I need all of the entries printed exactly.

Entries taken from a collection

----

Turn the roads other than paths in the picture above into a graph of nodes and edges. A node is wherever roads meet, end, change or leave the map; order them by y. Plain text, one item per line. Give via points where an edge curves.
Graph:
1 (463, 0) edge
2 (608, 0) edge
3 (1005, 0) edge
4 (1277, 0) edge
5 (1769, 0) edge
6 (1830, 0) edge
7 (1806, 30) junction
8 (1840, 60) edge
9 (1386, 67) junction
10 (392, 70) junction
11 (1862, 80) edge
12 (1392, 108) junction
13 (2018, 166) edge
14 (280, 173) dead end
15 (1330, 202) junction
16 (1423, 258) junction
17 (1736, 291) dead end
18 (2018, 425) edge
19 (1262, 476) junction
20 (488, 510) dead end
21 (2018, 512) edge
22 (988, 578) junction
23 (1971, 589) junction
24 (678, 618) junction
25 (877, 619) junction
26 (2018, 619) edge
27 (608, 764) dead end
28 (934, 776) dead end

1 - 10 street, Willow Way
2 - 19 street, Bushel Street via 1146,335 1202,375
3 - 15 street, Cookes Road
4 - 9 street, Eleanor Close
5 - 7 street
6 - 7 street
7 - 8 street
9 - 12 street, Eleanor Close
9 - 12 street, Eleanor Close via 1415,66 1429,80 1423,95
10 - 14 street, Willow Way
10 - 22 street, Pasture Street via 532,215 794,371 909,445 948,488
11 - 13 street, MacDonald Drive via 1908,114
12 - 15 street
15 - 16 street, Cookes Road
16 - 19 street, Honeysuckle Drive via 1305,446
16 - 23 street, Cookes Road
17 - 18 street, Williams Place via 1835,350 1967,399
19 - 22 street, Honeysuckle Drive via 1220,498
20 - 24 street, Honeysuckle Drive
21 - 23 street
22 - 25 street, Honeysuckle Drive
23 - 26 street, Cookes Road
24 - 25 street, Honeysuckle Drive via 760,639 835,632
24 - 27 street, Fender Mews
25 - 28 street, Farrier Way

----

RESPONSE TO THE EXERCISE
Turn the roads other than paths in the picture above into a graph of nodes and edges. A node is wherever roads meet, end, change or leave the map; order them by y. Plain text, one item per line. Give via points where an edge curves.
Graph:
1 (463, 0) edge
2 (608, 0) edge
3 (1005, 0) edge
4 (1277, 0) edge
5 (1769, 0) edge
6 (1830, 0) edge
7 (1806, 30) junction
8 (1840, 60) edge
9 (1386, 67) junction
10 (392, 70) junction
11 (1862, 80) edge
12 (1392, 108) junction
13 (2018, 166) edge
14 (280, 173) dead end
15 (1330, 202) junction
16 (1423, 258) junction
17 (1736, 291) dead end
18 (2018, 425) edge
19 (1262, 476) junction
20 (488, 510) dead end
21 (2018, 512) edge
22 (988, 578) junction
23 (1971, 589) junction
24 (678, 618) junction
25 (877, 619) junction
26 (2018, 619) edge
27 (608, 764) dead end
28 (934, 776) dead end

1 - 10 street, Willow Way
2 - 19 street, Bushel Street via 1146,335 1202,375
3 - 15 street, Cookes Road
4 - 9 street, Eleanor Close
5 - 7 street
6 - 7 street
7 - 8 street
9 - 12 street, Eleanor Close
9 - 12 street, Eleanor Close via 1415,66 1429,80 1423,95
10 - 14 street, Willow Way
10 - 22 street, Pasture Street via 532,215 794,371 909,445 948,488
11 - 13 street, MacDonald Drive via 1908,114
12 - 15 street
15 - 16 street, Cookes Road
16 - 19 street, Honeysuckle Drive via 1305,446
16 - 23 street, Cookes Road
17 - 18 street, Williams Place via 1835,350 1967,399
19 - 22 street, Honeysuckle Drive via 1220,498
20 - 24 street, Honeysuckle Drive
21 - 23 street
22 - 25 street, Honeysuckle Drive
23 - 26 street, Cookes Road
24 - 25 street, Honeysuckle Drive via 760,639 835,632
24 - 27 street, Fender Mews
25 - 28 street, Farrier Way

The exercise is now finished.